Here, the PLN included (i) a formal letter from Kapital to Muir on 21 December 2016; (ii) the formal PLN; (iii) a note of outstanding snagging; and (iv) an expert opinion which detailed defects and incomplete works. Where the retention amount was small and a very large amount of work was necessary for defects to be remedied, it was enough to say the remedying of the defects would require a sum well in excess of the retention sum. This was the basis upon which the PLN in this case arrived at “zero”.

Muir said that the PLN did not properly specify the basis of the “zero sum”. Taking a strict view, the Judge saw some “substantial force” in this argument. No basis for the zero sum figure was put forward in the PLN or the supporting documentation. The Judge noted that:

“From none of the information provided could the reasonable recipient work out the basis on which the zero sum figure was calculated. There is no calculation put forward which would allow the reasonable recipient to understand how that figure is arrived at. There is no specification which would allow the reasonable recipient to make any sense of the figure arrived at. The defender sets forth no figures and thus no basis substantiating the zero sum figure in the PLN or in any of the other documentation upon which it relies.

With no difficulty I reject the defender’s response with respect to this point. It amounted to no more than saying the sum retained is not a large one and given the number and nature of problems founded upon in the PLN the cost of remedying these would clearly amount to a figure well in excess of the retained sum and thus a basis for the zero sum figure was provided. That is not providing a basis for the figure. I am persuaded that the PLN in order to properly provide a basis needs at least to set out the grounds for withholding and the sum applied to each of these grounds with at least an indication of how each of these sums were arrived at.“

In reaching this conclusion the Judge referred to the case of Maxi Construction Management Ltd v Mortons Rolls Ltd (Dispatch Issue 15) where Lord Macfadyen had said that: “specification of the basis of calculation” was required. There was no specification here. As a result the Judge said that the PLN was neither valid nor effective.

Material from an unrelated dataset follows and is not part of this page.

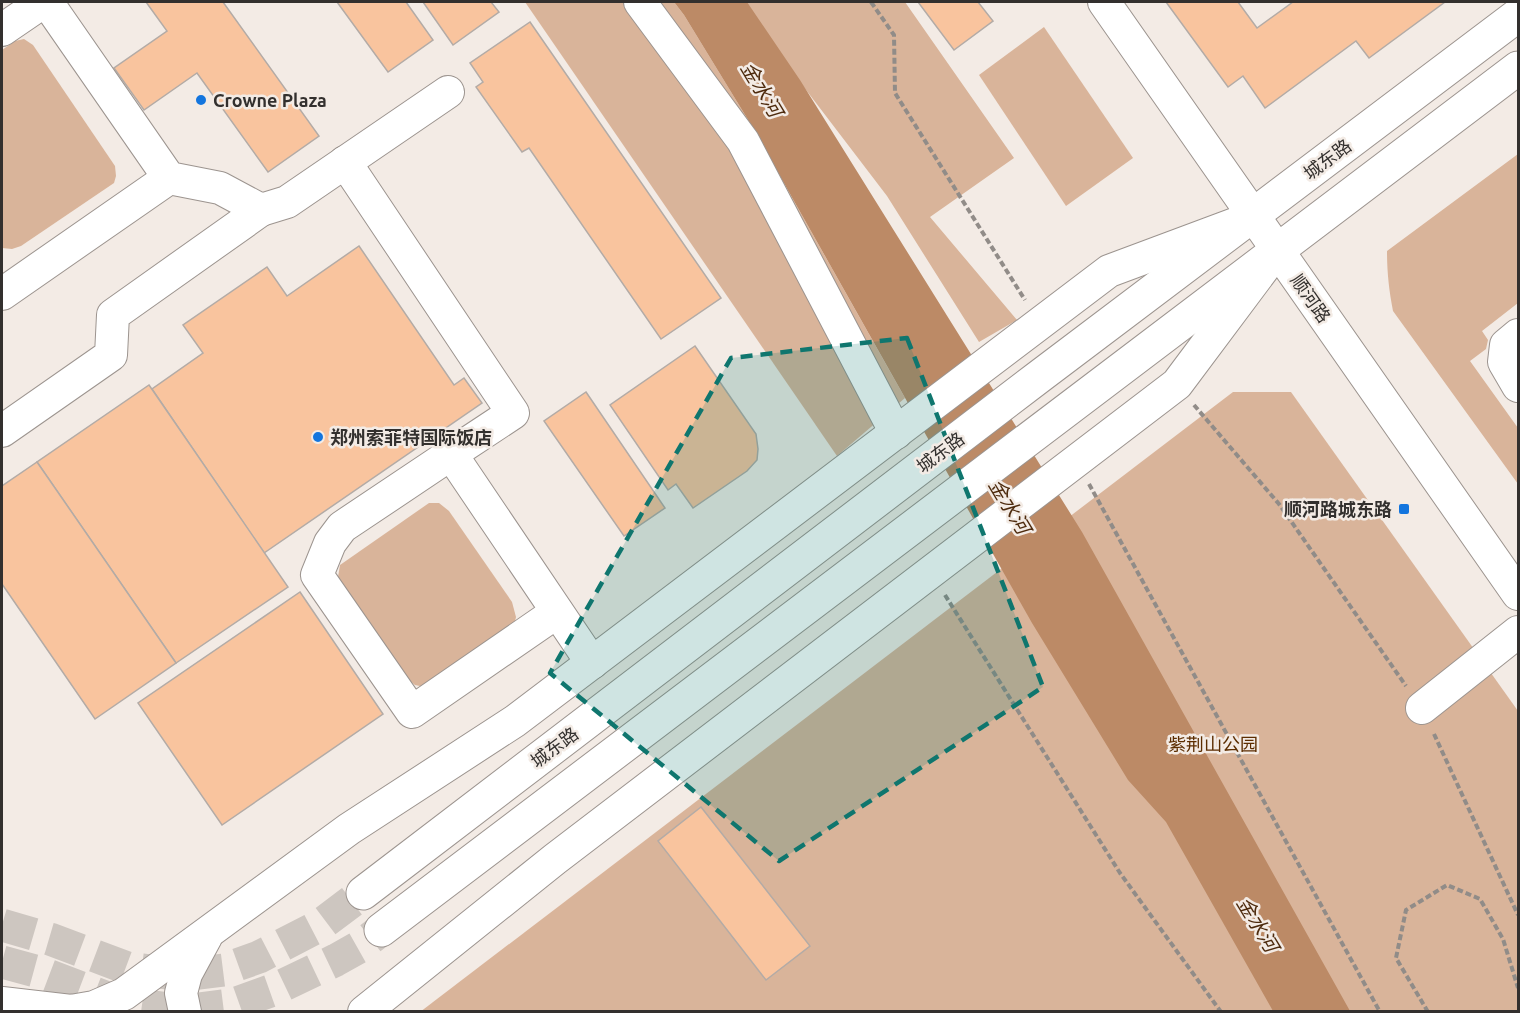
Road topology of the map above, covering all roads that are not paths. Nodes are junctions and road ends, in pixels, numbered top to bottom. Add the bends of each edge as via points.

Further as part of the Settlement Agreement, where Kapital had undertaken work to remedy the defects, it could only recover costs where (i) it had already incurred the cost sought to be withheld and (ii) it could evidence that to Muir. This meant that the “mere crystallising of the liability” in terms of invoices becoming due and payable was not sufficient to satisfy the condition of costs having been incurred. To allow this, would potentially allow an invoice which did not, in part at least, represent work actually done and/or where payment was not made timeously but made some material time later, to form the basis for a valid PLN. On the facts here, the proper construction of “costs incurred” for the purposes of a valid PLN was that the sums in any invoices for work done had to have been paid by 21 December 2016.